December 2019 Advocacy and Employment 7 minute read

Justice Mason once remarked that “the comma has earned its notoriety as a troublemaker.”[1] True to that observation, in Austin v. Bell Canada,[2] a class proceeding alleging damages of over $130 million was brought, certified, and dismissed on summary judgment, all in connection with a single comma found in an annual indexing provision of a pension plan.

Background

The Plaintiff was a pensioner who had worked for one of the Bell corporate defendants. His pension was funded by his former employer, and administered by Bell Canada. He alleged that Bell Canada erroneously calculated the cost of living increase for all pensioners in 2017, and that this error, in turn, negatively impacted the calculation of pension payments for all years thereafter. He brought a proposed class action on behalf of all similarly situated Bell retirees[3] alleging breach of contract, breach of trust, and breach of fiduciary duty.

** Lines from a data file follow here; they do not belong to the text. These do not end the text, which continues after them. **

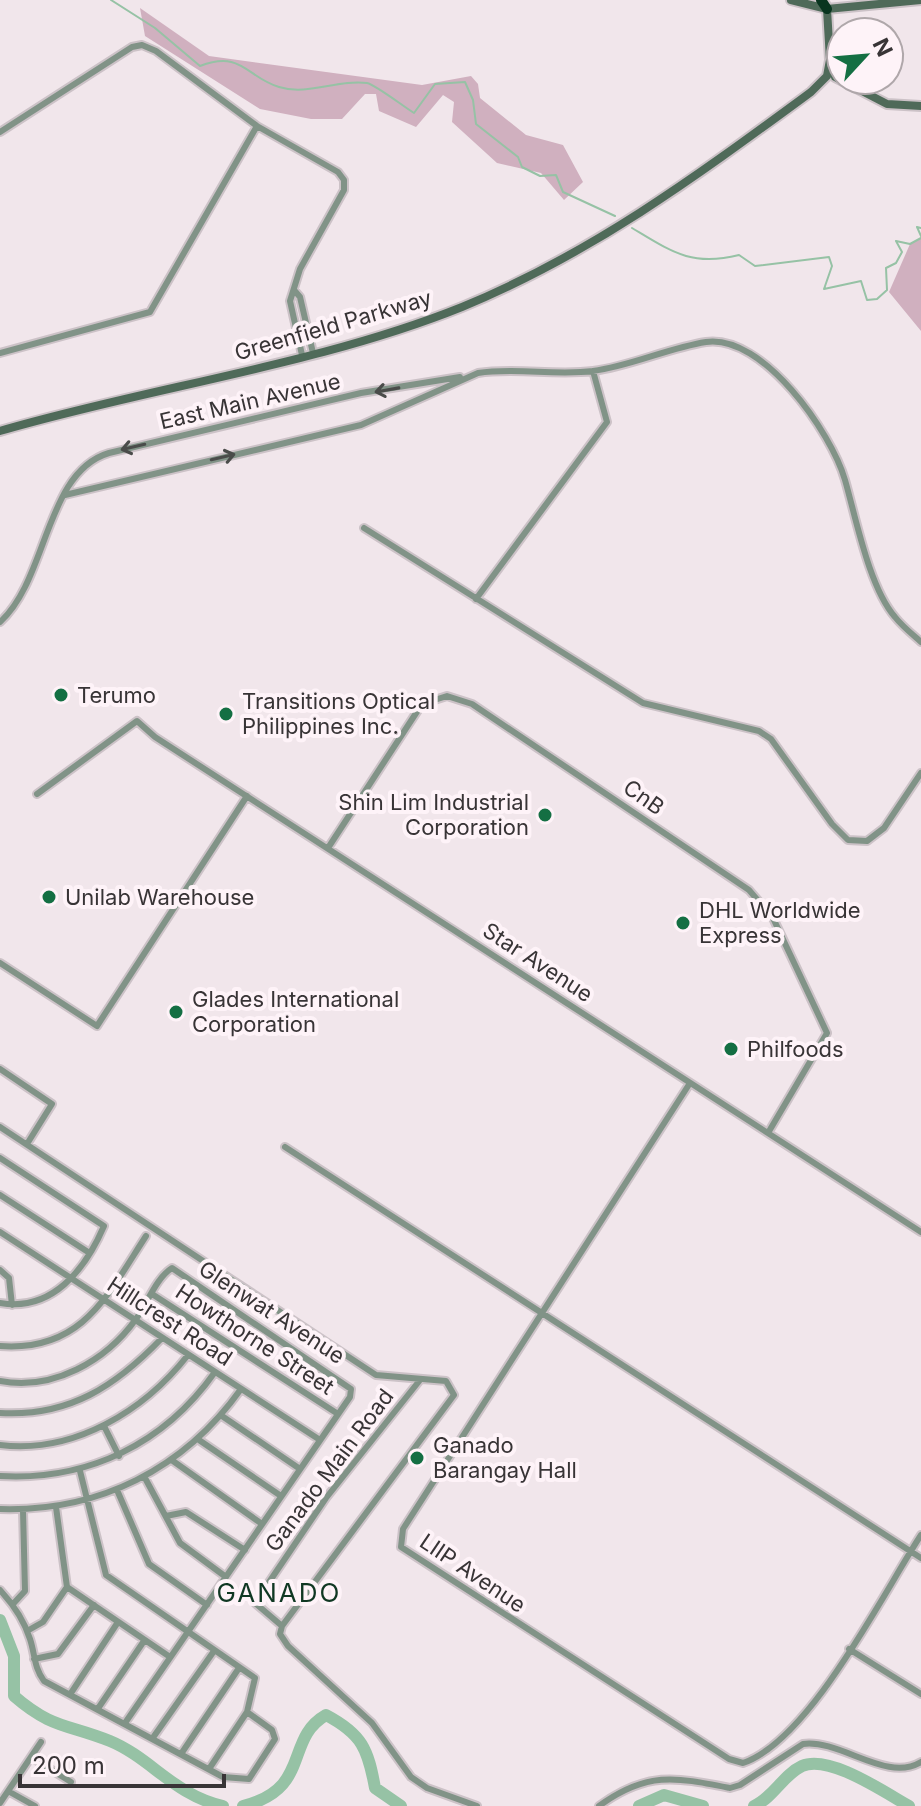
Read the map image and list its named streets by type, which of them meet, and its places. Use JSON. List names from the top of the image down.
{
  "streets": {
    "main road": ["Greenfield Parkway"],
    "street": [
      "East Main Avenue",
      "CnB",
      "Star Avenue",
      "Glenwat Avenue",
      "Hillcrest Road",
      "Howthorne Street",
      "Ganado Main Road",
      "LIIP Avenue"
    ]
  },
  "crossings": [
    ["CnB", "Star Avenue"],
    ["Star Avenue", "LIIP Avenue"],
    ["Glenwat Avenue", "Howthorne Street"]
  ],
  "districts": ["GANADO"],
  "places": [
    "Terumo",
    "Transitions Optical Philippines Inc.",
    "Shin Lim Industrial Corporation",
    "Unilab Warehouse",
    "DHL Worldwide Express",
    "Glades International Corporation",
    "Philfoods",
    "Ganado Barangay Hall"
  ],
  "scale_bar": "200 m",
  "north": "top right"
}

The Plaintiff brought two motions to be heard at the same time: one to certify the action as a class action under the Class Proceedings Act,[4]and the other for summary judgment. While Justice Morgan certified the class action against Bell Canada, His Honour dismissed the case against Bell Canada.

The Applicable Provisions

The relevant pension plan (the “Plan”) provided the following methodology in s. 1.29 for indexing pension payments for inflation:

‘Pension Index’ means the annual percentage increase of the Consumer Price Index, as determined by Statistics Canada, during the period of November 1 to October 31 immediately preceding the date of the pension increase.

Section 8.7 of the Plan then provided a series of formulas (including rounding directives) to determine how the annual indexation was to be calculated once the Pension Index was arrived at under s. 1.29.

The troublemaking comma was the comma between “Consumer Price Index” and “as determined by Statistics Canada” in s. 1.29, quoted above.  What was to be determined by Statistics Canada? The Consumer Price Index (“CPI”) alone, or both the CPI and the annual percentage increase of the CPI?

Certification

Before wading into the merits of the contractual interpretation issue identified above, Justice Morgan considered whether the action should be certified, and concluded that “this is an easy claim to certify”.[5]

His Honour found that all of the causes of action raised were feasible, properly pleaded, and were well known bases for challenging a pension plan. There was clearly an identifiable class of two or more persons, as all Bell Canada pensioners were subject to the same Plan. The common questions posed were capable of common resolution, and the determination of answers to those questions would apply on an equal basis to all class members.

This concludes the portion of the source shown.